4. La vera frattura non sta nel contestare l’eventuale canonizzazione di Giovanni Paolo II, ma piuttosto in questo Papa stesso, che ha voluto conformare la Chiesa alle novità introdotte dal Concilio Vaticano II, specialmente promuovendo una nuova legislazione. «Lo strumento, che è il Codice, corrisponde in pieno alla natura della Chiesa, specialmente come viene proposta dal magistero del Concilio Vaticano II in genere, e in particolar modo dalla sua dottrina ecclesiologica. Anzi, in un certo senso, questo nuovo Codice potrebbe intendersi come un grande sforzo di tradurre in linguaggio canonistico questa stessa dottrina, cioè l’ecclesiologia conciliare. […] Ne risulta che ciò che costituisce la «novità» fondamentale del Concilio Vaticano II, in linea di continuità con la tradizione legislativa della Chiesa, per quanto riguarda specialmente l’ecclesiologia, costituisce altresì la «novità» del nuovo Codice.
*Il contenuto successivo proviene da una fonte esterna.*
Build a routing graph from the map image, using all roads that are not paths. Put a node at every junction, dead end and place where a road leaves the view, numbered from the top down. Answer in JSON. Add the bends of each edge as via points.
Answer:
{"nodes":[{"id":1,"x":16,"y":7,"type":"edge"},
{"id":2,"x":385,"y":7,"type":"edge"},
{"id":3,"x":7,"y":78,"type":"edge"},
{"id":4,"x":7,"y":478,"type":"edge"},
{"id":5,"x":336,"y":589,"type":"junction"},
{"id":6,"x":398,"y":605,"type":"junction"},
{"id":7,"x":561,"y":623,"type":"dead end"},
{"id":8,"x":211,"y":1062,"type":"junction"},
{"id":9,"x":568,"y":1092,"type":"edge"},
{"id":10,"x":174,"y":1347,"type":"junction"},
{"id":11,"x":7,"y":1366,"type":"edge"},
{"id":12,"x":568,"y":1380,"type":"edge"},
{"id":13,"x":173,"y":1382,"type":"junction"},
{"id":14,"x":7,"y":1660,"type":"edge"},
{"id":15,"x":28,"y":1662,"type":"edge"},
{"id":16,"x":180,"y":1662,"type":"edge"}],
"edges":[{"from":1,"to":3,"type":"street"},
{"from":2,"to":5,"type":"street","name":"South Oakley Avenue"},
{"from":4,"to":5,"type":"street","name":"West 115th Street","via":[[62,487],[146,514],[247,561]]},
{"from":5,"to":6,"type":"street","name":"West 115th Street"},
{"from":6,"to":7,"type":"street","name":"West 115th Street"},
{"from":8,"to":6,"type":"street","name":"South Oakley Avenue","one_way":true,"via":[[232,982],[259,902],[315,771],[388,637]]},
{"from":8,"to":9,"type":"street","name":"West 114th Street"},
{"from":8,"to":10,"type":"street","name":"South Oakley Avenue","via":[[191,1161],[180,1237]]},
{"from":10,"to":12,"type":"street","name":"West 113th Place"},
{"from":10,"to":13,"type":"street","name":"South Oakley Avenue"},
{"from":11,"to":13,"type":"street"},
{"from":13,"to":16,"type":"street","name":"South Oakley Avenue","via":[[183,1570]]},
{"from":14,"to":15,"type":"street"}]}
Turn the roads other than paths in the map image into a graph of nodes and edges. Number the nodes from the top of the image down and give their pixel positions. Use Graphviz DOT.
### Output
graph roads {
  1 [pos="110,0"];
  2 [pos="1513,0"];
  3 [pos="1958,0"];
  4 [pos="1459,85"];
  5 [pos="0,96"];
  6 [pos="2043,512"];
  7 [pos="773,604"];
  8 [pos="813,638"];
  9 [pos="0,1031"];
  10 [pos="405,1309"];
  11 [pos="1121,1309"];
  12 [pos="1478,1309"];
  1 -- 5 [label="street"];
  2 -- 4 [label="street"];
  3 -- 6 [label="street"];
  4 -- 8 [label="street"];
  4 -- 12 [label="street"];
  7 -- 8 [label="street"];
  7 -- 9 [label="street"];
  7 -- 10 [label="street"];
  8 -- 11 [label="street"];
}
Fra gli elementi che caratterizzano l'immagine vera e genuina della Chiesa, dobbiamo mettere in rilievo soprattutto questi: la dottrina, secondo la quale la Chiesa viene presentata come il popolo di Dio e l’autorità gerarchica viene proposta come servizio (cf. «Lumen Gentium», 2.3); la dottrina per cui la Chiesa è vista come «comunione», e che, quindi, determina le relazioni che devono intercorrere fra le chiese particolari e quella universale, e fra la collegialità e il primato; la dottrina, inoltre, per la quale tutti i membri del popolo di Dio, nel modo proprio a ciascuno, sono partecipi del triplice ufficio di Cristo: sacerdotale, profetico e regale. A questa dottrina si riconnette anche quella che riguarda i doveri e i diritti dei fedeli, e particolarmente dei laici; e, finalmente, l'impegno che la Chiesa deve porre nell'ecumenismo. Se, quindi, il Concilio Vaticano II ha tratto dal tesoro della tradizione elementi vecchi e nuovi, e il nuovo consiste proprio in questi e in altri elementi, allora è chiaro che anche il Codice debba rispecchiare la stessa nota di fedeltà nella novità, e di novità nella fedeltà, e conformarsi ad essa nel proprio campo e nel suo particolare modo di esprimersi». [1]

5. In questo senso, la canonizzazione di Giovanni Paolo II sarà davvero una novità, ma contestabile da chi vuol restare unito alla Tradizione della Chiesa. 



[1] Giovanni Paolo II, «Costituzione apostolica Sacrae disciplinae leges, 25 gennaio 1983» in La Documentation Catholique, n° 1847, p. 245-246.